Weathers’ production debut, a short-lived and critically panned TV series called “Fortune Dane,” was a learning process that Weathers describes as “pretty brutal.” His professional acting apprenticeship goes back to 1974, when he put down the cleats and helmet for small parts in TV series. He has a bachelor’s degree in drama from San Diego State.

“I was learning so many lessons so fast that I had to back off a while and let them sink through this hard head of mine,” Weathers says. “It is always difficult accepting failure, and when it’s ego failure and financial failure both, well . . . it took a while.”

But the most important lesson Weathers says he learned was escaping the “maze of typecasting that goes with this territory.
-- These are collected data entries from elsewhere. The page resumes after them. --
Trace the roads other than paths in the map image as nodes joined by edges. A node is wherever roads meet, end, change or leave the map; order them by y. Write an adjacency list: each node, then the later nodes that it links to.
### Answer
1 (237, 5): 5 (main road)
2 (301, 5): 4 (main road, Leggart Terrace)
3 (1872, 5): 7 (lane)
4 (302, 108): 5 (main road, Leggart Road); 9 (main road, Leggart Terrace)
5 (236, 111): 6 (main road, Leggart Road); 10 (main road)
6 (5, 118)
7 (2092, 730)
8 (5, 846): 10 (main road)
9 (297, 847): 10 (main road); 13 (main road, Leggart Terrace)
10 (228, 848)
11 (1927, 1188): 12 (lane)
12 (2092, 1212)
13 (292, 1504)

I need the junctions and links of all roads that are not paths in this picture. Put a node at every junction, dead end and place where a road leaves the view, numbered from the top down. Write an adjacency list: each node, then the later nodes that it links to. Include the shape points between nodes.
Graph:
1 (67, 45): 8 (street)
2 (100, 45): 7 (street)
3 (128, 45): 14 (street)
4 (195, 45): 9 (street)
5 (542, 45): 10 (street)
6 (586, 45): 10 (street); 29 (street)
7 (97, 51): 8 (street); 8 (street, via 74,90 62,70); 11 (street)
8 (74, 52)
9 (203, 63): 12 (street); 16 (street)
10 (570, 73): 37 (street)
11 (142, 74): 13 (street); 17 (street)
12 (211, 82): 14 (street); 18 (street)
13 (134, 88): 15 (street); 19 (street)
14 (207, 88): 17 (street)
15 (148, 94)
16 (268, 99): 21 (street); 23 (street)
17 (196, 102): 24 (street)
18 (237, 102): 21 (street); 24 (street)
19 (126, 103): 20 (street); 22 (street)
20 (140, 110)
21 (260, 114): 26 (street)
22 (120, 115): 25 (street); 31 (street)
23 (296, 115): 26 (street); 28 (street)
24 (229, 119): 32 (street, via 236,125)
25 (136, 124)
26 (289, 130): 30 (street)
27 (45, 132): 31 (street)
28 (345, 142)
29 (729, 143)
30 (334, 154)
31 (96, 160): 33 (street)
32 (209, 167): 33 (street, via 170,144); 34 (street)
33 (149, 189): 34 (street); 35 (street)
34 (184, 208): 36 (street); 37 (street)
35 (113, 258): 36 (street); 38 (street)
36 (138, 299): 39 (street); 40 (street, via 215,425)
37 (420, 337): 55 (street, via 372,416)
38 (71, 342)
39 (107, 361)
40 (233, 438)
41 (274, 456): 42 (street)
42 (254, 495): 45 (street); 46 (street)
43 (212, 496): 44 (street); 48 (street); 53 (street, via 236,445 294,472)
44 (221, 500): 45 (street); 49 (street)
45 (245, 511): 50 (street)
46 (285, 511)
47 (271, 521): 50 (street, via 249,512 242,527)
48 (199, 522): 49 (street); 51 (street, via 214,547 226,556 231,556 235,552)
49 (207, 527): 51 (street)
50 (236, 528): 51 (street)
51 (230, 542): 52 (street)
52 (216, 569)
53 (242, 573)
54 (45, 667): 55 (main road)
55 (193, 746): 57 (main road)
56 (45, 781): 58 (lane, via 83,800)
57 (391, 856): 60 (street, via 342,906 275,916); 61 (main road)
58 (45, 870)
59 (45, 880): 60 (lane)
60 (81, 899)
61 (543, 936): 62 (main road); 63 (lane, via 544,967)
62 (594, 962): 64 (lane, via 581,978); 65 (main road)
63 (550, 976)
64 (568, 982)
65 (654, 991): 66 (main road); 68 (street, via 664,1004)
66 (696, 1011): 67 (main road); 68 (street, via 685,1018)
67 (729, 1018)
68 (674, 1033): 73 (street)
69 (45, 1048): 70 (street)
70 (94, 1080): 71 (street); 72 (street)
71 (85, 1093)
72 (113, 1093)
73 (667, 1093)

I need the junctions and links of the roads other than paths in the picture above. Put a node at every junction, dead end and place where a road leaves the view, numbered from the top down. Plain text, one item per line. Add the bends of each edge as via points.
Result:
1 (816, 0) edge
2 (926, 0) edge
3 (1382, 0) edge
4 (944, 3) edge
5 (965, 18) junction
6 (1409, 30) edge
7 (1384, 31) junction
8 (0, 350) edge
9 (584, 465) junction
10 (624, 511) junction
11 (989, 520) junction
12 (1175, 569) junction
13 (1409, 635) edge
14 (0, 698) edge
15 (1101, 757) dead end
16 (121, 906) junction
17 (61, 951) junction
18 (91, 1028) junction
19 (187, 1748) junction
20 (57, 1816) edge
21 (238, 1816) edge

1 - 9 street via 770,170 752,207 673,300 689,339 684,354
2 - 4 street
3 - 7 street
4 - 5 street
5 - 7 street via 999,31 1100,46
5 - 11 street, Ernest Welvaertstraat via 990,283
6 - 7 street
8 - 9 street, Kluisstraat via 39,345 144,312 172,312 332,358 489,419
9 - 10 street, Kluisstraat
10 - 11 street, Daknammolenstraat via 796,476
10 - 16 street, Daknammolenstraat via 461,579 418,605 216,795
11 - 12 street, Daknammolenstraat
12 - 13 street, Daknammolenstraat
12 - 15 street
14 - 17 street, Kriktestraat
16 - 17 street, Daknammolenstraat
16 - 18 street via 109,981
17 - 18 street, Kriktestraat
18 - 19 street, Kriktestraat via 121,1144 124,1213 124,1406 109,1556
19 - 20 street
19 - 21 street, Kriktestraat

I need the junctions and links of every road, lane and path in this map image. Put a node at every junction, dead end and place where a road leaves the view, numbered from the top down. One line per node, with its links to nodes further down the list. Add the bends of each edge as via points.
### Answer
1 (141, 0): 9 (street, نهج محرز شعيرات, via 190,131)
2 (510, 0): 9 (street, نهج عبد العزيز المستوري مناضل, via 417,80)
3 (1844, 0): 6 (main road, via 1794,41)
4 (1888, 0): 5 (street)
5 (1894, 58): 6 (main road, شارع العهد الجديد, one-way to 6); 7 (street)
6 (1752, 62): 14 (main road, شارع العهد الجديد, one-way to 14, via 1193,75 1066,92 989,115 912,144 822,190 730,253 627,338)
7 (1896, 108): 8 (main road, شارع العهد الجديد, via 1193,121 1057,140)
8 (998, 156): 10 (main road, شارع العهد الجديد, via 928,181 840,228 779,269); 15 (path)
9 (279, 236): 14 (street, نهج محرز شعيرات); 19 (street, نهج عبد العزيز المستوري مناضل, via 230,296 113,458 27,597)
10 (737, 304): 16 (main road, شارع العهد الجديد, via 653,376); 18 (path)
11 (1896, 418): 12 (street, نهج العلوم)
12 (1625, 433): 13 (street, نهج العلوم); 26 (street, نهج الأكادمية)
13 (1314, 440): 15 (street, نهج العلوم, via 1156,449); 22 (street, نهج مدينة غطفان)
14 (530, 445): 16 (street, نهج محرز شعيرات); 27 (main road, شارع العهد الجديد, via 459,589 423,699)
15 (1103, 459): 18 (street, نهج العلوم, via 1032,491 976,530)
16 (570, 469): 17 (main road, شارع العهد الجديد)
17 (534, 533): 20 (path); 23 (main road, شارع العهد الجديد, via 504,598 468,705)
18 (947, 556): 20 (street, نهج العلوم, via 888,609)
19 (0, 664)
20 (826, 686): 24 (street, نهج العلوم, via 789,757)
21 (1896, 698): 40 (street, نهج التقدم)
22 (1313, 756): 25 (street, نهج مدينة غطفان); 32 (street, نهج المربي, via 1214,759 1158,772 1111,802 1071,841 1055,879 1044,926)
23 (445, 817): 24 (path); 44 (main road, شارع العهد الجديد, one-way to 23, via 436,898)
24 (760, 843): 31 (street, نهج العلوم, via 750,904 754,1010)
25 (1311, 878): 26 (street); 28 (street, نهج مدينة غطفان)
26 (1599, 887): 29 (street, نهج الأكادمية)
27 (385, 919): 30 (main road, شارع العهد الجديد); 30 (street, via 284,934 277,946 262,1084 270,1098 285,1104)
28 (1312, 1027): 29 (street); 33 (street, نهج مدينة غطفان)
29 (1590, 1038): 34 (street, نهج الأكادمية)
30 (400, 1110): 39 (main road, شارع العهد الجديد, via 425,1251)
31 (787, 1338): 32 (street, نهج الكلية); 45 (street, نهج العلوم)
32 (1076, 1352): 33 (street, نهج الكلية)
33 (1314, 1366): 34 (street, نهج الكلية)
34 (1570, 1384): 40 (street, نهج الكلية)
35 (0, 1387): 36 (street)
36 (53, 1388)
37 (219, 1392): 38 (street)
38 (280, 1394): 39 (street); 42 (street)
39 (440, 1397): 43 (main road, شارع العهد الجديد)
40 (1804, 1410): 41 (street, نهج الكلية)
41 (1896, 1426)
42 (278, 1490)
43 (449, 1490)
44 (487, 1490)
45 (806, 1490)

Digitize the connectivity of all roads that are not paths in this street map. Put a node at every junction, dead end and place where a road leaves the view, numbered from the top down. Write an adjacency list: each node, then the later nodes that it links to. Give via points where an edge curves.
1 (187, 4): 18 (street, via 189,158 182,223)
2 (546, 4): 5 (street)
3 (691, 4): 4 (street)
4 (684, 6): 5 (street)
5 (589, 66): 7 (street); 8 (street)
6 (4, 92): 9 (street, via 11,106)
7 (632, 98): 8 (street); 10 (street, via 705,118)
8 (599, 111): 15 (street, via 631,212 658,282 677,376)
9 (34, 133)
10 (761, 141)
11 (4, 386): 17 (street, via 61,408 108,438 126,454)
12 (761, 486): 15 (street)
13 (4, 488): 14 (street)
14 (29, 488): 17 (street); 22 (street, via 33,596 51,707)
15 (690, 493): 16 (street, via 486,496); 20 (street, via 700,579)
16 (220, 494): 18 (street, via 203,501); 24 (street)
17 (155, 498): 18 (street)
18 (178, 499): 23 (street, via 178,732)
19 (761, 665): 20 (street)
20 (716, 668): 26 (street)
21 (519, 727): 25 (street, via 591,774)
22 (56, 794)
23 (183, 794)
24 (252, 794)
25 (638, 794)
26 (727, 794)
“That doesn’t mean that I won’t do action heroes--look at Mr. Jackson,” he says with a slow smile. “What it does mean is that now I have a production company that becomes involved in the project when I do. It means having a bit of power to say no, to initiate the things I’d like to get done. And it means juggling about 12,000 concerns at once.”

Depending on how “Action Jackson” pans out at the box office--and producer Joel Silver’s touch (“Predator,” “Lethal Weapon”) is fairly Midas-like--Stormy Weathers Productions may have a future with Lorimar. The company’s film division chairman, personal manager Bernie Brillstein, has said, “Right or wrong, I think Carl Weathers is going to be a star for us.”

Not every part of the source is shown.